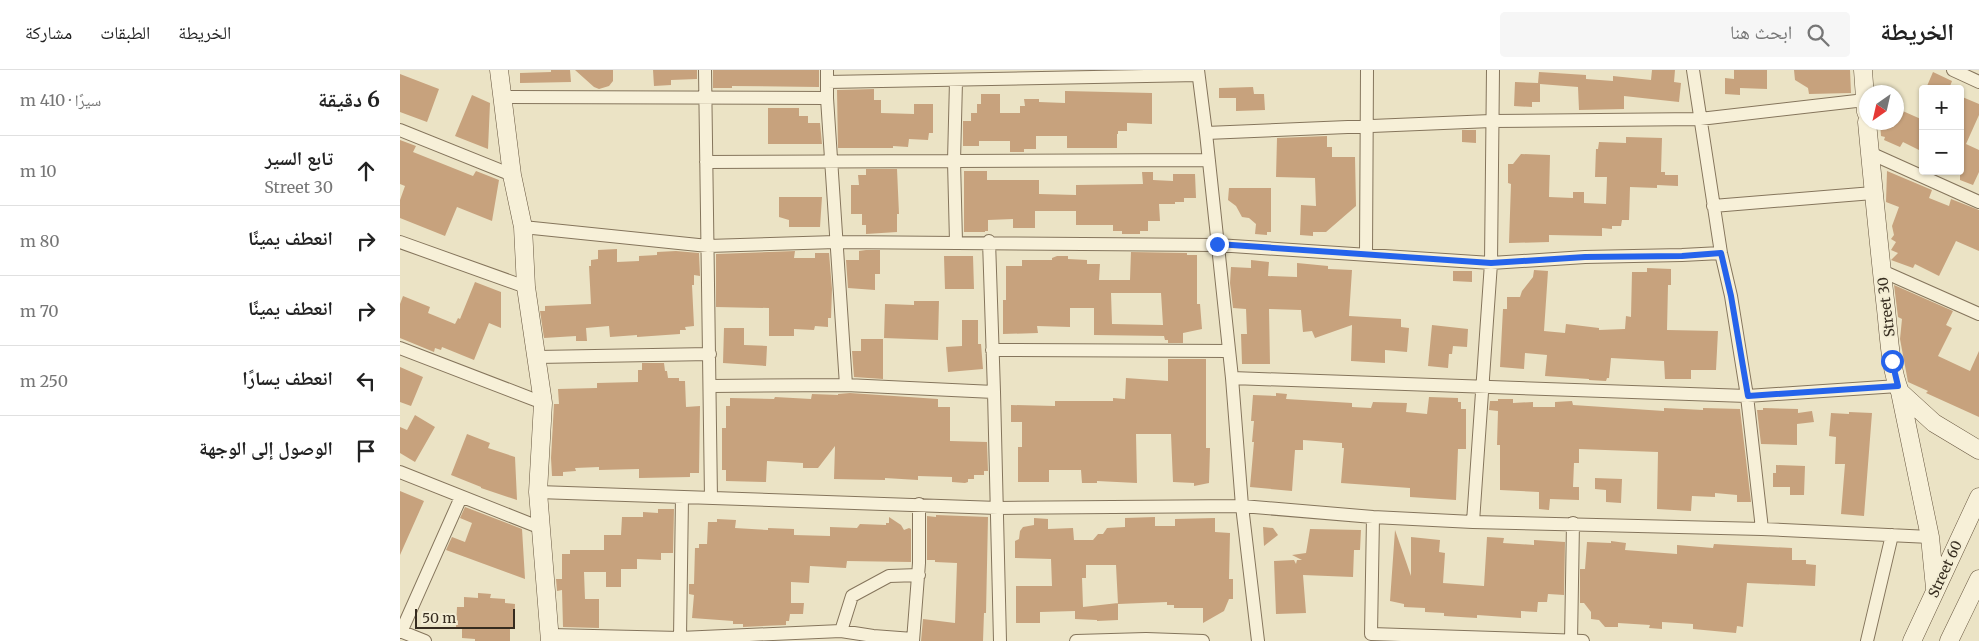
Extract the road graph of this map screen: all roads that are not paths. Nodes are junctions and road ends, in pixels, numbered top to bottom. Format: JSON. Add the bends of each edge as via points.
{"nodes":[{"id":1,"x":499,"y":70,"type":"edge"},
{"id":2,"x":705,"y":70,"type":"edge"},
{"id":3,"x":1367,"y":70,"type":"edge"},
{"id":4,"x":1492,"y":70,"type":"edge"},
{"id":5,"x":1693,"y":70,"type":"edge"},
{"id":6,"x":1863,"y":70,"type":"edge"},
{"id":7,"x":1953,"y":70,"type":"edge"},
{"id":8,"x":1198,"y":73,"type":"edge"},
{"id":9,"x":1966,"y":73,"type":"edge"},
{"id":10,"x":827,"y":76,"type":"edge"},
{"id":11,"x":916,"y":76,"type":"edge"},
{"id":12,"x":956,"y":81,"type":"junction"},
{"id":13,"x":1979,"y":82,"type":"edge"},
{"id":14,"x":1864,"y":85,"type":"edge"},
{"id":15,"x":502,"y":97,"type":"junction"},
{"id":16,"x":827,"y":98,"type":"junction"},
{"id":17,"x":705,"y":99,"type":"junction"},
{"id":18,"x":1859,"y":107,"type":"edge"},
{"id":19,"x":1700,"y":119,"type":"junction"},
{"id":20,"x":1491,"y":121,"type":"junction"},
{"id":21,"x":1366,"y":126,"type":"junction"},
{"id":22,"x":400,"y":130,"type":"edge"},
{"id":23,"x":1868,"y":130,"type":"edge"},
{"id":24,"x":1206,"y":133,"type":"junction"},
{"id":25,"x":1870,"y":153,"type":"junction"},
{"id":26,"x":1209,"y":160,"type":"junction"},
{"id":27,"x":954,"y":161,"type":"junction"},
{"id":28,"x":706,"y":162,"type":"junction"},
{"id":29,"x":832,"y":162,"type":"junction"},
{"id":30,"x":512,"y":175,"type":"junction"},
{"id":31,"x":1873,"y":193,"type":"junction"},
{"id":32,"x":1979,"y":202,"type":"edge"},
{"id":33,"x":1713,"y":206,"type":"junction"},
{"id":34,"x":523,"y":227,"type":"junction"},
{"id":35,"x":400,"y":242,"type":"edge"},
{"id":36,"x":836,"y":242,"type":"junction"},
{"id":37,"x":956,"y":242,"type":"junction"},
{"id":38,"x":989,"y":242,"type":"junction"},
{"id":39,"x":1217,"y":244,"type":"junction"},
{"id":40,"x":708,"y":246,"type":"junction"},
{"id":41,"x":1721,"y":253,"type":"junction"},
{"id":42,"x":1366,"y":255,"type":"junction"},
{"id":43,"x":1491,"y":263,"type":"junction"},
{"id":44,"x":1882,"y":271,"type":"junction"},
{"id":45,"x":526,"y":287,"type":"junction"},
{"id":46,"x":1979,"y":314,"type":"edge"},
{"id":47,"x":400,"y":348,"type":"edge"},
{"id":48,"x":992,"y":350,"type":"junction"},
{"id":49,"x":1229,"y":351,"type":"junction"},
{"id":50,"x":710,"y":354,"type":"junction"},
{"id":51,"x":537,"y":357,"type":"junction"},
{"id":52,"x":1232,"y":378,"type":"junction"},
{"id":53,"x":846,"y":385,"type":"junction"},
{"id":54,"x":711,"y":386,"type":"junction"},
{"id":55,"x":1481,"y":387,"type":"junction"},
{"id":56,"x":1899,"y":389,"type":"junction"},
{"id":57,"x":994,"y":392,"type":"junction"},
{"id":58,"x":1748,"y":396,"type":"junction"},
{"id":59,"x":543,"y":403,"type":"junction"},
{"id":60,"x":1979,"y":450,"type":"edge"},
{"id":61,"x":400,"y":472,"type":"edge"},
{"id":62,"x":538,"y":492,"type":"junction"},
{"id":63,"x":682,"y":497,"type":"junction"},
{"id":64,"x":1979,"y":497,"type":"edge"},
{"id":65,"x":461,"y":498,"type":"junction"},
{"id":66,"x":711,"y":498,"type":"junction"},
{"id":67,"x":919,"y":504,"type":"junction"},
{"id":68,"x":1242,"y":506,"type":"junction"},
{"id":69,"x":998,"y":508,"type":"junction"},
{"id":70,"x":1373,"y":517,"type":"junction"},
{"id":71,"x":1473,"y":522,"type":"junction"},
{"id":72,"x":1573,"y":523,"type":"junction"},
{"id":73,"x":541,"y":528,"type":"junction"},
{"id":74,"x":1762,"y":529,"type":"junction"},
{"id":75,"x":1892,"y":535,"type":"junction"},
{"id":76,"x":1930,"y":537,"type":"junction"},
{"id":77,"x":918,"y":575,"type":"junction"},
{"id":78,"x":1979,"y":579,"type":"edge"},
{"id":79,"x":1935,"y":588,"type":"junction"},
{"id":80,"x":841,"y":631,"type":"junction"},
{"id":81,"x":401,"y":632,"type":"edge"},
{"id":82,"x":550,"y":638,"type":"edge"},
{"id":83,"x":680,"y":638,"type":"junction"},
{"id":84,"x":1371,"y":638,"type":"edge"},
{"id":85,"x":729,"y":639,"type":"edge"},
{"id":86,"x":913,"y":640,"type":"edge"},
{"id":87,"x":1146,"y":640,"type":"edge"},
{"id":88,"x":1953,"y":640,"type":"edge"},
{"id":89,"x":425,"y":641,"type":"edge"},
{"id":90,"x":1000,"y":641,"type":"edge"},
{"id":91,"x":1076,"y":641,"type":"edge"},
{"id":92,"x":1203,"y":641,"type":"edge"},
{"id":93,"x":1258,"y":641,"type":"edge"},
{"id":94,"x":1571,"y":641,"type":"edge"},
{"id":95,"x":1583,"y":641,"type":"edge"},
{"id":96,"x":1866,"y":641,"type":"edge"},
{"id":97,"x":1912,"y":641,"type":"edge"}],
"edges":[{"from":1,"to":15,"type":"street"},
{"from":2,"to":17,"type":"street"},
{"from":3,"to":21,"type":"street"},
{"from":4,"to":20,"type":"street"},
{"from":5,"to":19,"type":"street"},
{"from":6,"to":14,"type":"street"},
{"from":7,"to":9,"type":"street"},
{"from":8,"to":12,"type":"street"},
{"from":8,"to":24,"type":"street"},
{"from":9,"to":13,"type":"street"},
{"from":10,"to":11,"type":"street"},
{"from":10,"to":16,"type":"street"},
{"from":11,"to":12,"type":"street"},
{"from":12,"to":27,"type":"street"},
{"from":15,"to":17,"type":"street"},
{"from":15,"to":30,"type":"street"},
{"from":16,"to":17,"type":"street"},
{"from":16,"to":29,"type":"street"},
{"from":17,"to":28,"type":"street"},
{"from":18,"to":19,"type":"street"},
{"from":19,"to":20,"type":"street"},
{"from":19,"to":33,"type":"street"},
{"from":20,"to":21,"type":"street"},
{"from":20,"to":43,"type":"street"},
{"from":21,"to":24,"type":"street"},
{"from":21,"to":42,"type":"street"},
{"from":22,"to":30,"type":"street"},
{"from":23,"to":25,"type":"street","name":"Street 30"},
{"from":24,"to":26,"type":"street"},
{"from":25,"to":31,"type":"street","name":"Street 30"},
{"from":25,"to":32,"type":"street"},
{"from":26,"to":27,"type":"street"},
{"from":26,"to":39,"type":"street"},
{"from":27,"to":29,"type":"street"},
{"from":27,"to":37,"type":"street"},
{"from":28,"to":29,"type":"street"},
{"from":28,"to":40,"type":"street"},
{"from":29,"to":36,"type":"street"},
{"from":30,"to":34,"type":"street"},
{"from":31,"to":33,"type":"street"},
{"from":31,"to":44,"type":"street","name":"Street 30"},
{"from":33,"to":41,"type":"street"},
{"from":34,"to":40,"type":"street"},
{"from":34,"to":45,"type":"street"},
{"from":35,"to":45,"type":"street"},
{"from":36,"to":37,"type":"street"},
{"from":36,"to":40,"type":"street"},
{"from":36,"to":53,"type":"street"},
{"from":37,"to":38,"type":"street"},
{"from":38,"to":39,"type":"street"},
{"from":38,"to":48,"type":"street"},
{"from":39,"to":42,"type":"street"},
{"from":39,"to":49,"type":"street"},
{"from":40,"to":50,"type":"street"},
{"from":41,"to":43,"type":"street"},
{"from":41,"to":58,"type":"street"},
{"from":42,"to":43,"type":"street"},
{"from":43,"to":55,"type":"street"},
{"from":44,"to":46,"type":"street"},
{"from":44,"to":56,"type":"street","name":"Street 30","via":[[1892,361]]},
{"from":45,"to":51,"type":"street"},
{"from":47,"to":59,"type":"street"},
{"from":48,"to":49,"type":"street"},
{"from":48,"to":57,"type":"street"},
{"from":49,"to":52,"type":"street"},
{"from":50,"to":51,"type":"street"},
{"from":50,"to":54,"type":"street"},
{"from":51,"to":59,"type":"street"},
{"from":52,"to":55,"type":"street"},
{"from":52,"to":68,"type":"street"},
{"from":53,"to":54,"type":"street"},
{"from":53,"to":57,"type":"street"},
{"from":54,"to":66,"type":"street"},
{"from":55,"to":58,"type":"street"},
{"from":55,"to":71,"type":"street"},
{"from":56,"to":58,"type":"street"},
{"from":56,"to":60,"type":"street","via":[[1934,423]]},
{"from":56,"to":76,"type":"street","name":"Street 30"},
{"from":57,"to":69,"type":"street"},
{"from":58,"to":74,"type":"street"},
{"from":59,"to":62,"type":"street"},
{"from":61,"to":65,"type":"street"},
{"from":62,"to":63,"type":"street"},
{"from":62,"to":73,"type":"street"},
{"from":63,"to":66,"type":"street"},
{"from":63,"to":83,"type":"street"},
{"from":64,"to":79,"type":"street","name":"Street 60"},
{"from":65,"to":73,"type":"street"},
{"from":65,"to":81,"type":"street"},
{"from":66,"to":67,"type":"street"},
{"from":67,"to":69,"type":"street"},
{"from":67,"to":77,"type":"street"},
{"from":68,"to":69,"type":"street"},
{"from":68,"to":70,"type":"street"},
{"from":68,"to":93,"type":"street"},
{"from":69,"to":90,"type":"street"},
{"from":70,"to":71,"type":"street"},
{"from":70,"to":84,"type":"street"},
{"from":71,"to":72,"type":"street"},
{"from":72,"to":74,"type":"street"},
{"from":72,"to":94,"type":"street"},
{"from":73,"to":82,"type":"street"},
{"from":74,"to":75,"type":"street"},
{"from":75,"to":76,"type":"street"},
{"from":75,"to":96,"type":"street"},
{"from":76,"to":79,"type":"street","name":"Street 30"},
{"from":77,"to":80,"type":"street","via":[[889,576],[852,596]]},
{"from":77,"to":86,"type":"street"},
{"from":78,"to":88,"type":"street"},
{"from":79,"to":97,"type":"street","name":"Street 60"},
{"from":80,"to":85,"type":"street"},
{"from":80,"to":86,"type":"street"},
{"from":81,"to":89,"type":"street"},
{"from":82,"to":83,"type":"street"},
{"from":83,"to":85,"type":"street"},
{"from":84,"to":94,"type":"street"},
{"from":87,"to":91,"type":"street"},
{"from":87,"to":92,"type":"street"},
{"from":94,"to":95,"type":"street"}]}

· · ·

▸ **Work task**
Copy out every line of the records that the string "name" appears in.

▸ **Exercise solution**
{"from":23,"to":25,"type":"street","name":"Street 30"},
{"from":25,"to":31,"type":"street","name":"Street 30"},
{"from":31,"to":44,"type":"street","name":"Street 30"},
{"from":44,"to":56,"type":"street","name":"Street 30","via":[[1892,361]]},
{"from":56,"to":76,"type":"street","name":"Street 30"},
{"from":64,"to":79,"type":"street","name":"Street 60"},
{"from":76,"to":79,"type":"street","name":"Street 30"},
{"from":79,"to":97,"type":"street","name":"Street 60"},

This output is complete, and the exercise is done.